The Buttercup Chicken is a small, spiritedly breed from Sicily, their chief distinguishing feature is their cup-shaped comb. Buttercup Standard Chicken’s are non-broody, lay a fair number of small eggs, and are kept strictly as ornamental fowl.
They are rare birds and the males and females have very different plumage. Males sport rich deep orange feathers with a greenish black tail while the females are a wonderful gold with black spangles running in parallel rows producing an almost spotty appearance. They are small attractive birds. The earlobes tend to be white and the legs are a soft green.

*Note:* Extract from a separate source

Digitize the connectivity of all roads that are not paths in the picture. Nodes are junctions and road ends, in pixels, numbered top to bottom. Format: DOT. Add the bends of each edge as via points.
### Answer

Characteristics: The Buttercup Chicken is not a prolific egg layer, only producing a small number of small, white eggs per year. They are not known for being broody. They are flighty, active birds and do not like being kept in confined runs, preferring to be out free ranging where possible. They are prone to frostbite on their elaborate combs so care needs to be taken when the temperatures drop below freezing. They don’t really like human contact and tend to keep their distance. Chicks are early maturing but the cup shaped comb takes a while to develop fully.
- Standard Weights: Cock-6-1/2 pounds; Hen-5 pounds; Cockerel-5; Pullet-4.
- Skin Color: White.
- Egg Shell Color: Brown.
- Use: A medium small fowl with fairly good egg production potential.
- Origin: Italy.
Interested in raising chickens, but not sure which breed might be right for you?
Things to consider:
Geography: Consider geography when selecting a breed. In cooler areas of the country, consider raising heavier birds. In hotter areas, consider lighter weight birds. Some birds have been specially breed for cold climates. Consider these birds if you live in a cold-climate area.

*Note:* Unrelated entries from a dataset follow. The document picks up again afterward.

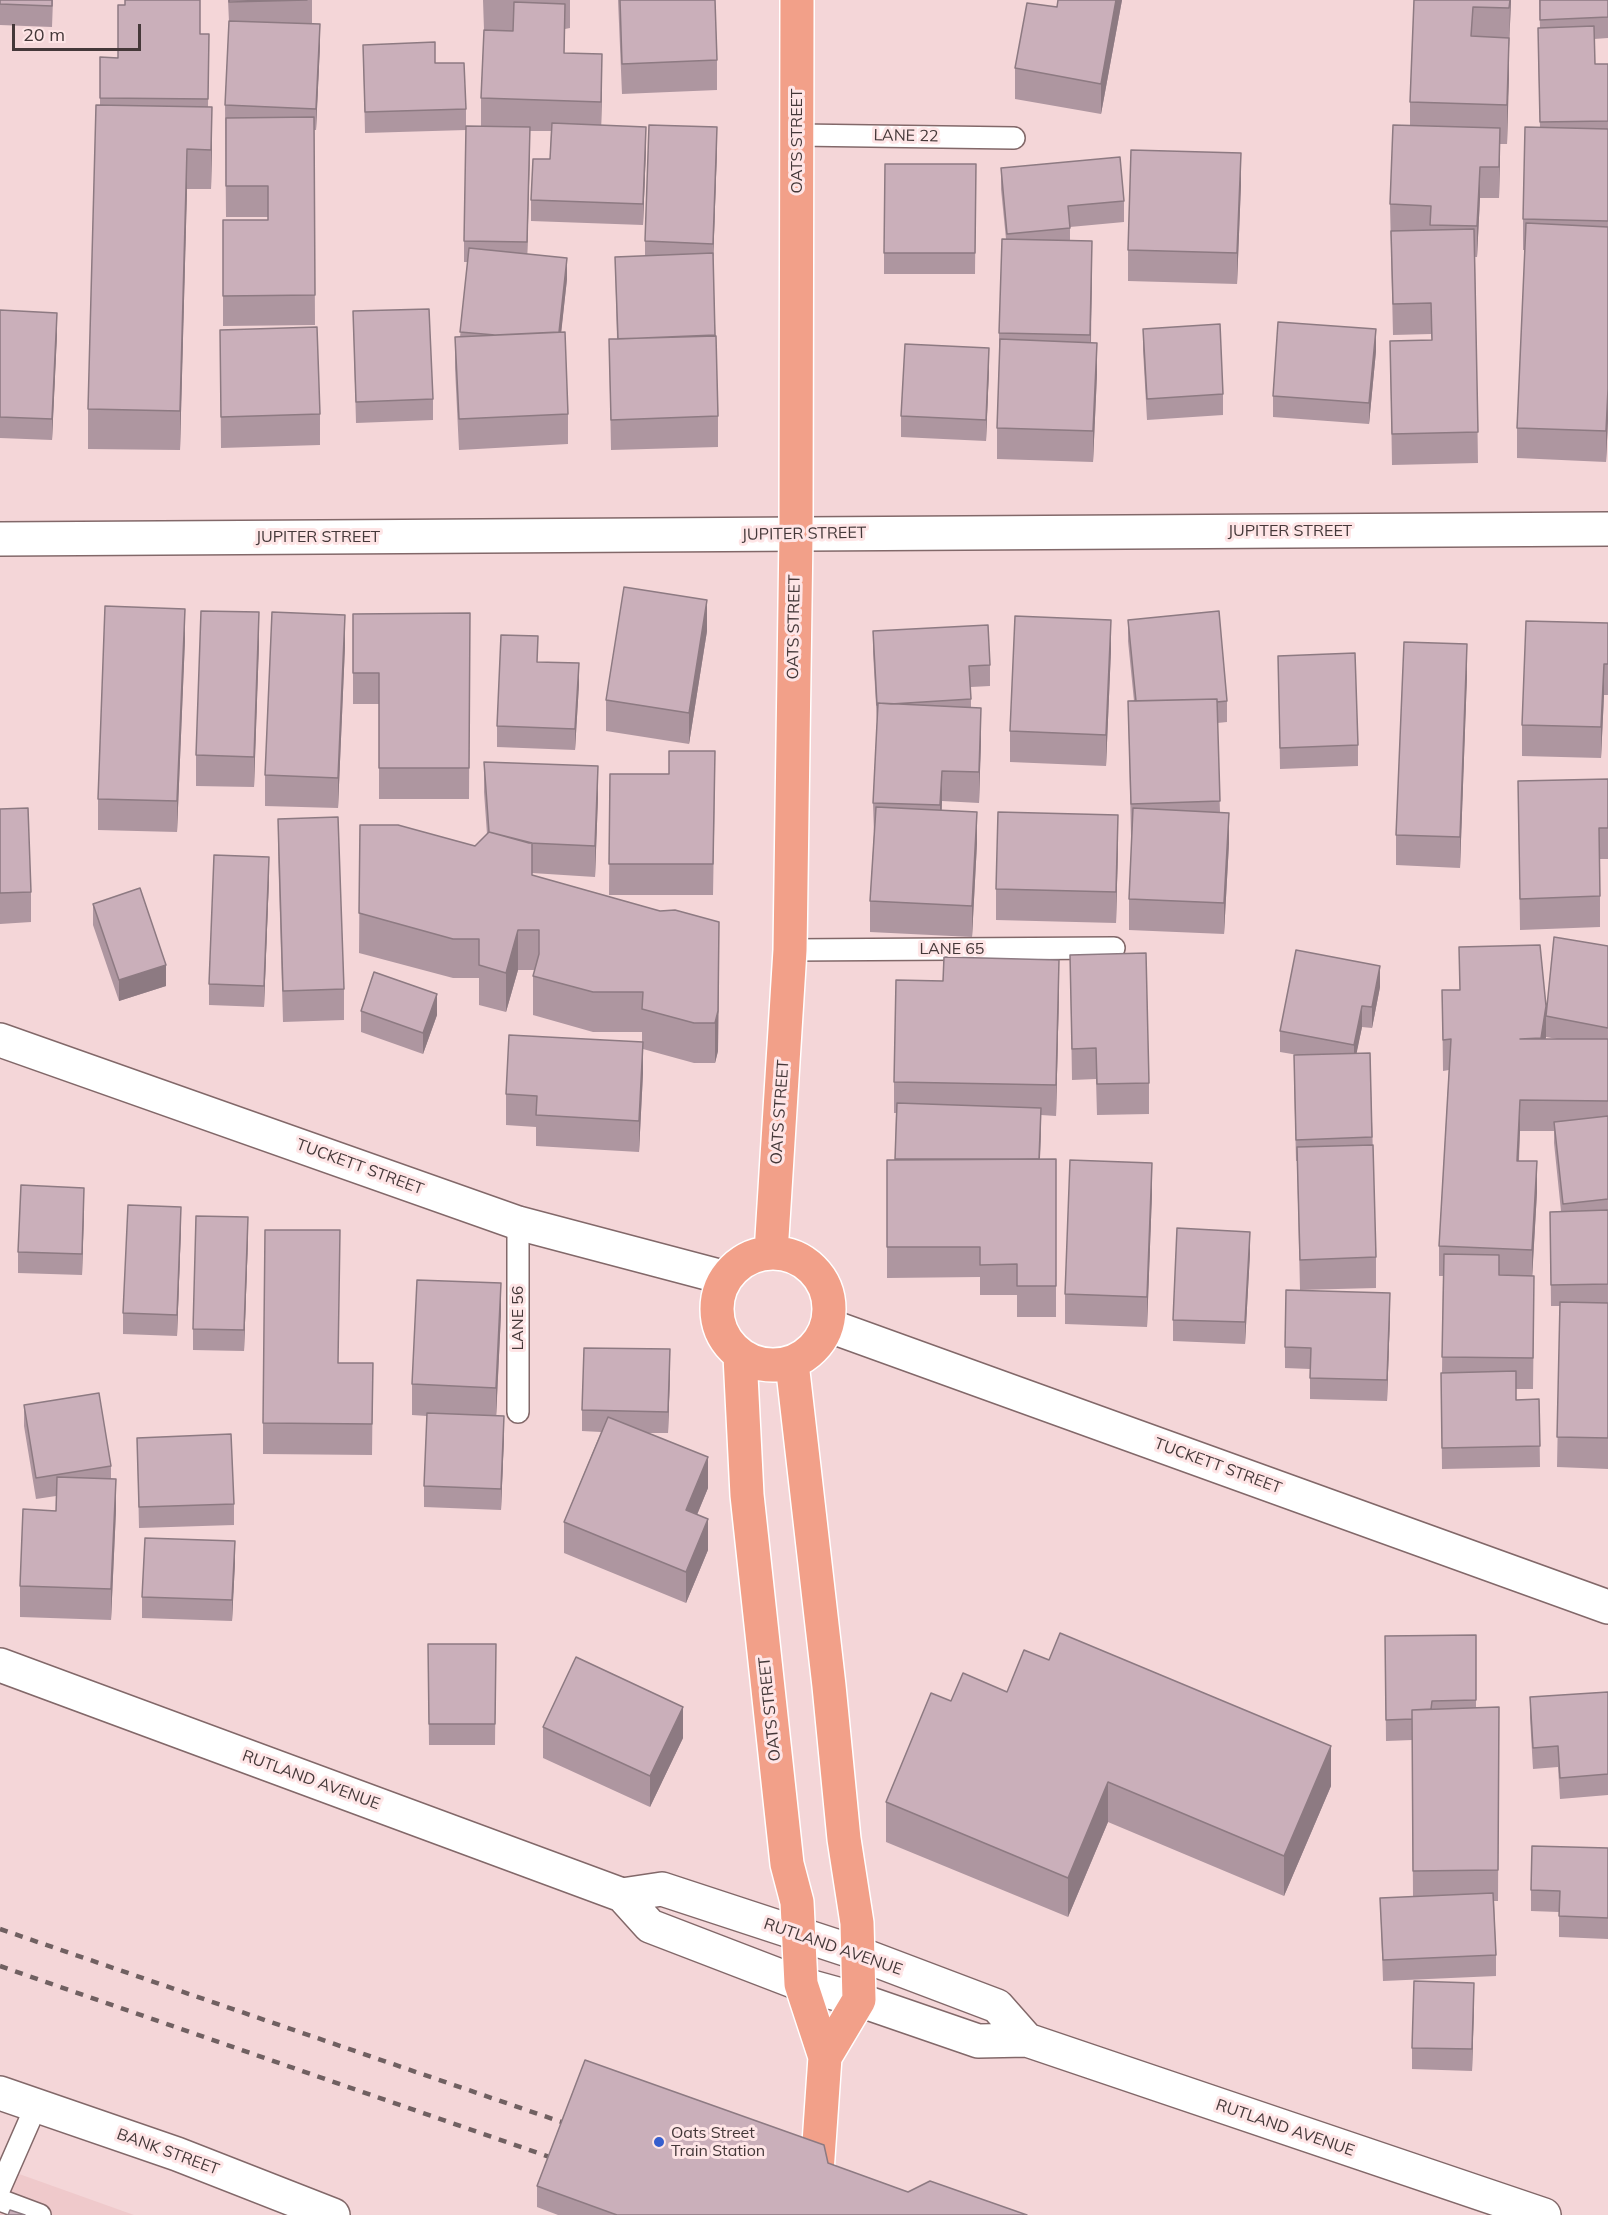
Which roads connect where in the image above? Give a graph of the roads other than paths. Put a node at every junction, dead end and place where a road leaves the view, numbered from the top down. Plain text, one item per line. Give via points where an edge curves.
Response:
1 (796, 0) edge
2 (798, 135) junction
3 (1014, 138) dead end
4 (1608, 529) edge
5 (796, 534) junction
6 (0, 539) edge
7 (1114, 948) dead end
8 (790, 950) junction
9 (0, 1040) edge
10 (518, 1223) junction
11 (771, 1253) junction
12 (726, 1278) junction
13 (827, 1325) junction
14 (740, 1356) junction
15 (792, 1363) junction
16 (518, 1412) dead end
17 (1608, 1607) edge
18 (0, 1665) edge
19 (622, 1895) junction
20 (798, 1935) junction
21 (857, 1953) junction
22 (801, 1984) junction
23 (859, 2000) junction
24 (1027, 2040) junction
25 (825, 2057) junction
26 (0, 2093) edge
27 (36, 2106) junction
28 (0, 2188) edge
29 (0, 2200) edge
30 (40, 2215) edge
31 (333, 2215) edge
32 (814, 2215) edge
33 (1544, 2215) edge

1 - 2 main road, OATS STREET
2 - 3 lane, LANE 22
2 - 5 main road, OATS STREET
4 - 5 street, JUPITER STREET
5 - 6 street, JUPITER STREET
5 - 8 main road, OATS STREET
7 - 8 lane, LANE 65
8 - 11 main road, OATS STREET
9 - 10 street, TUCKETT STREET
10 - 12 street, TUCKETT STREET
10 - 16 lane, LANE 56
11 - 12 main road via 738,1264
11 - 13 main road via 805,1262 818,1274 826,1290
12 - 14 main road via 718,1294 719,1329
13 - 15 main road via 819,1341
13 - 17 street, TUCKETT STREET
14 - 15 main road via 757,1364
14 - 20 main road, OATS STREET via 747,1495
15 - 21 main road via 844,1839 857,1923
18 - 19 street, RUTLAND AVENUE
19 - 20 street, RUTLAND AVENUE via 662,1889
19 - 22 street, RUTLAND AVENUE via 650,1926
20 - 21 street, RUTLAND AVENUE
20 - 22 main road, OATS STREET
21 - 23 main road
21 - 24 street, RUTLAND AVENUE via 997,2006
22 - 23 street, RUTLAND AVENUE
22 - 25 main road, OATS STREET
23 - 24 street, RUTLAND AVENUE via 978,2041
23 - 25 main road, OATS STREET
24 - 33 street, RUTLAND AVENUE
25 - 32 main road, OATS STREET
26 - 27 street, BANK STREET
27 - 28 lane
27 - 31 street, BANK STREET via 177,2154
29 - 30 lane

Space: Where will you be raising these chickens? Do you have a lot of farm land for the animals to be raised on, or are you planning to raise them in your backyard? If you have a small space in which to raise the birds, choose breeds with a calmer temperament and avoid birds that are listed as active. Active birds will not be happy in close confinement.
Temperament: When choosing a breed, consider temperament. Some breeds are calmer than others. If raising chickens in a backyard or in the city, you may prefer a calmer breed.